# Cant Determine if spouse wants to Reconcile?



## monad (Jul 8, 2014)

hi everyone,
here's my situation, caught my husband cheating, actually suspected this a while back in my 3 yrs of marriage, and finally found some evidence which he still denies that they are from the present and keeps telling me that its from the past and forgot to delete from his ipad/emails after getting married, anyways i freaked out when i saw evidence in his ipad and flew back home and involved his and my family in this, i moved out. he didnt make any contact initally and when i did he told me hes done with marriage and family, but after 2 weeks he wants to join me in counselling, but keeps telling me that he doesnt know where hes going with this. we have been to 1 counselling so far and i met him the after the first counselling and all hes focused on is the fact that he has lost his respect in the family and his family thinks low of him now, i am really trying here to make this marriage work because even after everything I still love him and want him in my life.

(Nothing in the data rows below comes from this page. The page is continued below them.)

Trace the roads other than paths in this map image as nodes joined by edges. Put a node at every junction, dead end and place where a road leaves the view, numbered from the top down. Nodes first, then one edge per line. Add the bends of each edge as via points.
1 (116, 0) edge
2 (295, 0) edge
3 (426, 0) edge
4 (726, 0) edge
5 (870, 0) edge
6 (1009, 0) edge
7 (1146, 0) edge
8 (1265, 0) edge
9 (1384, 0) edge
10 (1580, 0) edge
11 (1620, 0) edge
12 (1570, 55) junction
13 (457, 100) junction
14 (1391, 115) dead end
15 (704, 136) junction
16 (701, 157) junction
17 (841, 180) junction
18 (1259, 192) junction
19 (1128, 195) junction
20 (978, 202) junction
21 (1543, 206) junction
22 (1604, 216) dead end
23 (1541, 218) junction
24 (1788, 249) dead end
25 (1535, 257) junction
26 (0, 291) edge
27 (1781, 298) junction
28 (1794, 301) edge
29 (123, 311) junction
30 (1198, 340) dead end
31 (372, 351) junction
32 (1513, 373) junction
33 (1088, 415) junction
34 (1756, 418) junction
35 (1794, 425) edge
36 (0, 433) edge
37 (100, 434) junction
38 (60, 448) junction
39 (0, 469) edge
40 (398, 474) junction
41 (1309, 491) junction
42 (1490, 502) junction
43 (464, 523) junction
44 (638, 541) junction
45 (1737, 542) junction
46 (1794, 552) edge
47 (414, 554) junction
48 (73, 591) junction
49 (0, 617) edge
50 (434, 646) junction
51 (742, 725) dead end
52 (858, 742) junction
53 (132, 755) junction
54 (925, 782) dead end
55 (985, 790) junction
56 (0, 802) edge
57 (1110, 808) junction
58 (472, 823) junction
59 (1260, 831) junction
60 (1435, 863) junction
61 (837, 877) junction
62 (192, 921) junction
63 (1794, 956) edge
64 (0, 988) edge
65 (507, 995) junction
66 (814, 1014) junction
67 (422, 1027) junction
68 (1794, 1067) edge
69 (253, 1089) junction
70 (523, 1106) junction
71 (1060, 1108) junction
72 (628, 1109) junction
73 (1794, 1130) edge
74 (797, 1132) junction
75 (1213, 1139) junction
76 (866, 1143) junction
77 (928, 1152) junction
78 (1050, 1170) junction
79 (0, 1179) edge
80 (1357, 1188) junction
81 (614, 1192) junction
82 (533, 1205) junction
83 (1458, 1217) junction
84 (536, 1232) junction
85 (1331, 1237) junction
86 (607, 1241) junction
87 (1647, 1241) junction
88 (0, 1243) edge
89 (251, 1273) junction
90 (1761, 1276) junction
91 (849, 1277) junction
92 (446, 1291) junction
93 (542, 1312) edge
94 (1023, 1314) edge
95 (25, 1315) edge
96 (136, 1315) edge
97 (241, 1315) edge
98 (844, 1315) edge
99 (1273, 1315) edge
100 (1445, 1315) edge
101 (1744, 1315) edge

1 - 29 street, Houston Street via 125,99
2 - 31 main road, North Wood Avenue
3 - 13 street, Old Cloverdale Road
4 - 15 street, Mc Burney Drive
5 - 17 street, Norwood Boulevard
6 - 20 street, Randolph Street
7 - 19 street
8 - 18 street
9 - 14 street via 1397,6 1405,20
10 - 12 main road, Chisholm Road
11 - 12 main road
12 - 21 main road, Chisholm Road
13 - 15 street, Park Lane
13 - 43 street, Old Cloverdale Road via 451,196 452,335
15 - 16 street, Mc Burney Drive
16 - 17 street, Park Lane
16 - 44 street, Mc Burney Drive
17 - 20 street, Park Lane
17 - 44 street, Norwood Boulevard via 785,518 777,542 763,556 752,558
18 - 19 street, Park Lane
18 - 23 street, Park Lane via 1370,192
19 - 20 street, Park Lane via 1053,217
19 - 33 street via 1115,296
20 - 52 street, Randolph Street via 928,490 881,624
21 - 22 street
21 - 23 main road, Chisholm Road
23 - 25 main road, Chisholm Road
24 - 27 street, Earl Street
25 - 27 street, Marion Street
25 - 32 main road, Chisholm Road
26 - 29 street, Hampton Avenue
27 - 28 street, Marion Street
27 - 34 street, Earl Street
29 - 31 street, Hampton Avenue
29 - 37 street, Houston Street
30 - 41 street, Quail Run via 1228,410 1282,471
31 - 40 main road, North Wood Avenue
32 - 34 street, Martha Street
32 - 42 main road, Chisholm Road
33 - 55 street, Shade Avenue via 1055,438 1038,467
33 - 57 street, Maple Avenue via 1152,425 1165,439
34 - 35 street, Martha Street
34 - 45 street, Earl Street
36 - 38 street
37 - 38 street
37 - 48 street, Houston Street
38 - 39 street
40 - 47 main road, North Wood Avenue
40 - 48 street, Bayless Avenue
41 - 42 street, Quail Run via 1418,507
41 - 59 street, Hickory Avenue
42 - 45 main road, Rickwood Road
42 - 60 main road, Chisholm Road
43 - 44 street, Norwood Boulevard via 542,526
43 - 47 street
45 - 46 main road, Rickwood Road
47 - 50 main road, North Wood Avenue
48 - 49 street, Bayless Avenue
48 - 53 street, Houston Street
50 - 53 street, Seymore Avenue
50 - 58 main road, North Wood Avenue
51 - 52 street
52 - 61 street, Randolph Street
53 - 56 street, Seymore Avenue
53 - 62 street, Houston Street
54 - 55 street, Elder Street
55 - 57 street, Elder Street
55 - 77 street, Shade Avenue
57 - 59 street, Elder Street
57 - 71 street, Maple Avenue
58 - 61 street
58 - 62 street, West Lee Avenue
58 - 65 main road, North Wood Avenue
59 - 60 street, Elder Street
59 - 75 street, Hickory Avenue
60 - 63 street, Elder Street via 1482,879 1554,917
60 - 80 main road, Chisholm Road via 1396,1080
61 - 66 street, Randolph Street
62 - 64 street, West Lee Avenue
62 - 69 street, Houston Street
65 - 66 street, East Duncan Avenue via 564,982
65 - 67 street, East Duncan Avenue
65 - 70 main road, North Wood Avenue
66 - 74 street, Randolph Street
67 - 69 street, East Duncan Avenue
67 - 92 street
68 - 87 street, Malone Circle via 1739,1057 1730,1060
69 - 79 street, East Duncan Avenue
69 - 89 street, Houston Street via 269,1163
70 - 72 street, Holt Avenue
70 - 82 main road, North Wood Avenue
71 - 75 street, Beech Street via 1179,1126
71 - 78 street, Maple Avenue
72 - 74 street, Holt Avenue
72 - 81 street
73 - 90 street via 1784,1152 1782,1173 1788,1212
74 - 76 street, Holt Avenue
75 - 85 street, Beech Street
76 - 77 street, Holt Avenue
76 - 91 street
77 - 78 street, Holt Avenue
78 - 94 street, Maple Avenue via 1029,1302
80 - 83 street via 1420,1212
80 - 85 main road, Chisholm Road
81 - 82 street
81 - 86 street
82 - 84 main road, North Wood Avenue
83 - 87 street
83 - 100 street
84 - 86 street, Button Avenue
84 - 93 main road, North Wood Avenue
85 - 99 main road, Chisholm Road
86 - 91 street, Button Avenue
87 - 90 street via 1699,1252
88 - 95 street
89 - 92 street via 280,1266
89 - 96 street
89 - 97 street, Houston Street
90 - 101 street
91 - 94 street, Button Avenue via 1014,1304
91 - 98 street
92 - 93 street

We have no kids and live far away from family. So far the only positive approach I have from him is him coming to counselling once a week, and a few times when i did see him, he sits and talks but has no real answers to my questions in terms of our future. he keeps saying he doesnt know what he wants and going to do, he says hes lost. But when i leave he gives me a real tight hug that feels like he still has feelings for me, i am so torn and i dont know if I am wasting my time with him.......would love to hear a guy's opinion on this and is he trying to reconcile or just hanging around and waiting for me to quit. curently we live separately but he says i can come anytime I want but didnt say that HE wants me to come back. What should I do????
thanks


----------



## PBear (Nov 16, 2010)

If he's not demonstrating remorse for what he's done, you're wasting your time. 

C
_Posted via Mobile Device_


----------



## lenzi (Apr 10, 2012)

You're trying too hard to clean up his mess.


----------



## WYBadger (Mar 3, 2014)

He may want to reconcile, but he doesn't sound remorseful. If he isn't sure that he wants you and is more concerned about his feelings of shame than yours, you have your answer. If he isn't doing the heavy lifting here, something's wrong.


----------



## Hope1964 (Sep 26, 2011)

Why do you care what HE wants? He's an unrepentant cheater who refuses to even acknowledge he's done anything wrong. You have no kids. You should be asking yourself why you would even consider R with him.


----------



## monad (Jul 8, 2014)

thanks everyone, i am trying to move on but its so hard.....i wasnt sure about him and thats why i moved out and have started to create a new friends circle and try to engage with new friends to help me start fresh, in my head i thought that maybe counselling will help and after some time and professional help I will able to make a decision finally with no regrets. Thats why i thought i will give it a Final chance and see if he shows any feelings and takes responsibility. If not then I will move on and thats something I remind myself that I can only control me and life will move on. 
Thanks for your opinion


----------